As the present study began, the PET had been in use at Sultan Qaboos University for two years. The failure rate had been high, with the lowest scores in the reading section of the test. Reading has been shown to be the skill area most dependent on broad vocabulary knowledge (Anderson & Freebody, 1983). But, as already discussed, vocabulary knowledge contributes to reading comprehension mainly when gained through natural contextual encounters, that is, through reading.
Learning words with a dictionary was not a very effective strategy for these students. In an on-site replication of Miller and Gildea's (1987) study, Horst (1995) found that despite their enthusiasm for definitions these students typically misinterpreted definitional information just as the children in the original experiments had done. Yet, unlike Miller and Gildea's children, these students did not have a compensating ability for inferring word meanings from context when definitions were unavailable. This was shown in a talk-aloud study in this same population by Arden-Close (1993b). Protocols of students inferring meanings for new words revealed that most of their inferences were erroneous, being typically based on word-internal information such as one English word sounding like another, or even like an Arabic word. Broader linguistic or situational contexts were rarely considered. In other words, neither of the two obvious routes to building a second lexicon--definitions or contexts--held much promise.

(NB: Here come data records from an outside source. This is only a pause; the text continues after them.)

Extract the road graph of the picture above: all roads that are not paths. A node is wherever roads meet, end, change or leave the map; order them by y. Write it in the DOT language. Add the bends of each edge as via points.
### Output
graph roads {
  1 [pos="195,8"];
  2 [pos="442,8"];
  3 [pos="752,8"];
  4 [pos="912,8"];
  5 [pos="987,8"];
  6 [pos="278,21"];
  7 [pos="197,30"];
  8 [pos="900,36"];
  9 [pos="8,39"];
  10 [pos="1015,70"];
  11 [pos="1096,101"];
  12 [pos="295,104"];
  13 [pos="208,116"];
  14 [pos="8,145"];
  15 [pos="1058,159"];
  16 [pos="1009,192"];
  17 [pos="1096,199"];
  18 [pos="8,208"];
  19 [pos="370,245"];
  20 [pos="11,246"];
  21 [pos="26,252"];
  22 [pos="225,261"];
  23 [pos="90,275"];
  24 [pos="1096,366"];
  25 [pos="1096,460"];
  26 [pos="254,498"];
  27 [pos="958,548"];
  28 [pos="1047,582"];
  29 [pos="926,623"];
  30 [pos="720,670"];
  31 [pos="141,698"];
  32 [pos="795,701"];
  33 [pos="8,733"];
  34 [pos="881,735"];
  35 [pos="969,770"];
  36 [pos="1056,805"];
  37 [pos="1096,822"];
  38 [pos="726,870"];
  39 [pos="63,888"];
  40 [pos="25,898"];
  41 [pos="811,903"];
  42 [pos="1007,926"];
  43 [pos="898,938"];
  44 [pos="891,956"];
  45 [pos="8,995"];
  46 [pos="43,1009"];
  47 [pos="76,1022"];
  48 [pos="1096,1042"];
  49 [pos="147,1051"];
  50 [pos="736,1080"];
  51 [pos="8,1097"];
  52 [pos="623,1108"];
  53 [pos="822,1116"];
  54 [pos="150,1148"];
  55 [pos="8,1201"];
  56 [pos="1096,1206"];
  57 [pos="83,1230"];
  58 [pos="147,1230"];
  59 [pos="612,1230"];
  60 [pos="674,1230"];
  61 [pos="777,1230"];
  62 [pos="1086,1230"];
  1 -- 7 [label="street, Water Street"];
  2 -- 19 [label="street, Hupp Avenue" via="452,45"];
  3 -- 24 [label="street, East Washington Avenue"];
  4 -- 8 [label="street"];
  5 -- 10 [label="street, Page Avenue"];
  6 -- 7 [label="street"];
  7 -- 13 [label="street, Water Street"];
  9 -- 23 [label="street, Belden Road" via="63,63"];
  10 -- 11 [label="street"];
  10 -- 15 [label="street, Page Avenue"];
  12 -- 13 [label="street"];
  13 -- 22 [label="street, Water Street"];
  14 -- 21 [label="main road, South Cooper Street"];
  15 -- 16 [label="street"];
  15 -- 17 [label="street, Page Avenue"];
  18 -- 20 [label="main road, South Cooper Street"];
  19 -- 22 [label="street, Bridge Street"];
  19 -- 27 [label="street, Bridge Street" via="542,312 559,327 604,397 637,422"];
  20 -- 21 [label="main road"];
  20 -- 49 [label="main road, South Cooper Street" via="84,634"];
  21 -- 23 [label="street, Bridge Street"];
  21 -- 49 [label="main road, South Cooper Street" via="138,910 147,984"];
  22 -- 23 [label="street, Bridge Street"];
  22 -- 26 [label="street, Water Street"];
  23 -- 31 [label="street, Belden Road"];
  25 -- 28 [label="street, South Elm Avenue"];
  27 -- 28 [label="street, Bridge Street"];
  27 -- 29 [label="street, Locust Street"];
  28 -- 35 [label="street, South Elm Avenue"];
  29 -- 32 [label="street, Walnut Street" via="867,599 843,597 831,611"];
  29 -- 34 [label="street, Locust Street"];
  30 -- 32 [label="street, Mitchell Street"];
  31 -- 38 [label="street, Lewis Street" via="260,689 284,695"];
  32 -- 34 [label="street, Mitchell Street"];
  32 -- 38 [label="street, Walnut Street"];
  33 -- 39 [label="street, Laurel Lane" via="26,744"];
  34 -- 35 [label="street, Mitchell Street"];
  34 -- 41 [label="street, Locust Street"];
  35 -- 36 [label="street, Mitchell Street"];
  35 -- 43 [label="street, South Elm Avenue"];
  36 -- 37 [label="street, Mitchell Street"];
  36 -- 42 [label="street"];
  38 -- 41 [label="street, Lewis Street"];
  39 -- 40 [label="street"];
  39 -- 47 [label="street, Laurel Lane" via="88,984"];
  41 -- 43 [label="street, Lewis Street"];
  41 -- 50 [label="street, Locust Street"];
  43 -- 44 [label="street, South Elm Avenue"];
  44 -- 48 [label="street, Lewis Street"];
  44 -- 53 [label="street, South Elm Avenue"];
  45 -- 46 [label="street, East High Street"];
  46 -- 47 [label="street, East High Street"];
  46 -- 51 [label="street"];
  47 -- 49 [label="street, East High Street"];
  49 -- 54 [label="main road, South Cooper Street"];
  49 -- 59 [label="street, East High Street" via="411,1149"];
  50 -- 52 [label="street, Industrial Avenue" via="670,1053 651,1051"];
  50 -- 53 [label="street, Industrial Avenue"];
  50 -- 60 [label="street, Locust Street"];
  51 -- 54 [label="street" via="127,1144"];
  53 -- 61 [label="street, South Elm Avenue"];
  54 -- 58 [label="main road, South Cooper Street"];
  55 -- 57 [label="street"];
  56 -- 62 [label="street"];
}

What could an expert model offer? There is a large gap between knowing that students would learn more if they constructed their lexical knowledge from textual data, and providing them with the means for doing so. Instructors and reading-skills textbooks have long exhorted learners to adopt data-driven approaches to vocabulary acquisition, but the majority have always declined. In fact, language learners may have good reasons for balking at the suggestion they forswear their dictionaries.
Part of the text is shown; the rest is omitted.